— Что с тобой?
Компания за столом напряженно притихла, все уставились на него. Он заставил себя улыбнуться. Жалкая вышла улыбка — он увидел ее в зеркале на стене ресторана, но если б даже не увидел, знал — жалкая.
— Ничего со мной, — проговорил вяло, неохотно. — Устал. Пойду пройдусь.
Он кивнул сидящим за столом, встал, вышел из кабинета, пересек большой, гремящий музыкой зал и вышел на улицу. На углу его ждала машина с личным шофером, которого он брал обычно в тех случаях, когда шел пить. Он направился к машине, но тут вдруг почувствовал, что ему будет противно садиться в нее, остановился. Машина сейчас же подкатила, а шофер с готовностью распахнул дверцу. Зохраб покачал головой.
— Поезжай. Не нужен.
Удивленный шофер отъехал и, развернув машину, медленно поехал вслед за Зохрабом — вдруг хозяин передумает, захочет сесть.
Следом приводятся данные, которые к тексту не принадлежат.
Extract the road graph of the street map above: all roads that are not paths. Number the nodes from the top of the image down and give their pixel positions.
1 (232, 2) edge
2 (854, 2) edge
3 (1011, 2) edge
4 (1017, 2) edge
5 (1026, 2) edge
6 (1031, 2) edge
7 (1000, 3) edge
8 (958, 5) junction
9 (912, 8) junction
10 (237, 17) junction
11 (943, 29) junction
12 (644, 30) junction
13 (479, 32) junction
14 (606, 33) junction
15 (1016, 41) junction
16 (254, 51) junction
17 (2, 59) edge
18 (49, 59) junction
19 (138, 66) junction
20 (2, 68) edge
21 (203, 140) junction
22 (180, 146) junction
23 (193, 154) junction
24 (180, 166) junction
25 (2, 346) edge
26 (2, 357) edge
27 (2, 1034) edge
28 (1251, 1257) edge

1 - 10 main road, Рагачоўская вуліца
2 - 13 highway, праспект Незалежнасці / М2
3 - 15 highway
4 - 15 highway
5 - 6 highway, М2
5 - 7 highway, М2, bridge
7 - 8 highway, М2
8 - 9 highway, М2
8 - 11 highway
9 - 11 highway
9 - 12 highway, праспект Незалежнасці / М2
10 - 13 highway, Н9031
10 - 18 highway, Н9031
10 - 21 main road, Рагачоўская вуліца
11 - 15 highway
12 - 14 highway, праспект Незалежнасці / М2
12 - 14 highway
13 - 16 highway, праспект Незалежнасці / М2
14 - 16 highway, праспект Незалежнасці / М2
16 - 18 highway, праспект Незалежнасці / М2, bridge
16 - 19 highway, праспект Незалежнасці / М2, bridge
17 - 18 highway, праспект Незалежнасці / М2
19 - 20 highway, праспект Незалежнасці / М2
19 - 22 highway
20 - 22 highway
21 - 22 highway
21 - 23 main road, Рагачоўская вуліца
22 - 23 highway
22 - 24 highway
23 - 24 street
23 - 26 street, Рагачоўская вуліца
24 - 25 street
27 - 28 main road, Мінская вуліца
Обернувшись, Зохраб увидел подползающую к нему машину. .
— Уезжай, я сказал! — крикнул он в ярости. — Проваливай!
Машина стремительно рванула вперед и растворилась вдали среди светящихся красных точек вечерней улицы.
На душе было смутно. Еще не поздно, подумал он и, проходя мимо светящего на улицу тусклым окном подвальчика — забегаловки, спустился вниз, подошел к стойке и сказал буфетчику:
— Стакан водки.
— Двести? — спросил буфетчик — парень лет двадцати пяти.
— Стакан водки, — упрямо повторил Зохраб.
Парень кинул на него недружелюбный взгляд, но натолкнувшись на колючие, холодные глаза Зохраба, следящие за ним, решил не связываться, поставил стакан на стойку и только хотел налить из початой бутылки, как Зохраб остановил его.
— Открой новую.
Ни потки раздражения не слышалось в голосе этого странного посетителя, лицо было спокойным, но взглянув еще раз на короткий миг ему в глаза, буфетчик тут же оставил бутылку, взял новую, ловко раскупорил, опрокинул в стакан, наполнив его до краев. Зохраб подержал стакан в руке, чуть расплескивая водку, рассеянно оглядел мужскую компанию за столиком неподалеку, слыша умиротворяющий, усыпляющий рокот голосов, неспешно выпил водку до дна. Парень за стойкой протянул ему в тарелке надвое разрезанный огурец. Зохраб стоял, будто оцепенев, мутно глядя в тарелку в протянутой руке буфетчика.
— Еще чего-нибудь? — спросил парень.
Зохраб поглядел на его невыразительное лакейское лицо, на то, как отражается свет тусклой лампочки над буфетом на его блестящем от пота носу.
— Еще чего-нибудь желаете? — переспросил парень, чувствуя себя явно неуютно под этим взглядом. «Принесла нелегкая, — с досадой подумал он при этом. — Скорее бы уж выматывался... Если скажет, что нет денег — черт с ним — отпущу.»
— Вы закусите, — сказал он.
— Еще стакан, —сказал Зохраб, понимая, что совершает ошибку.
— Не много ли будет? — почти неслышно пробормотал парень, но тут же послушно налил второй стакан.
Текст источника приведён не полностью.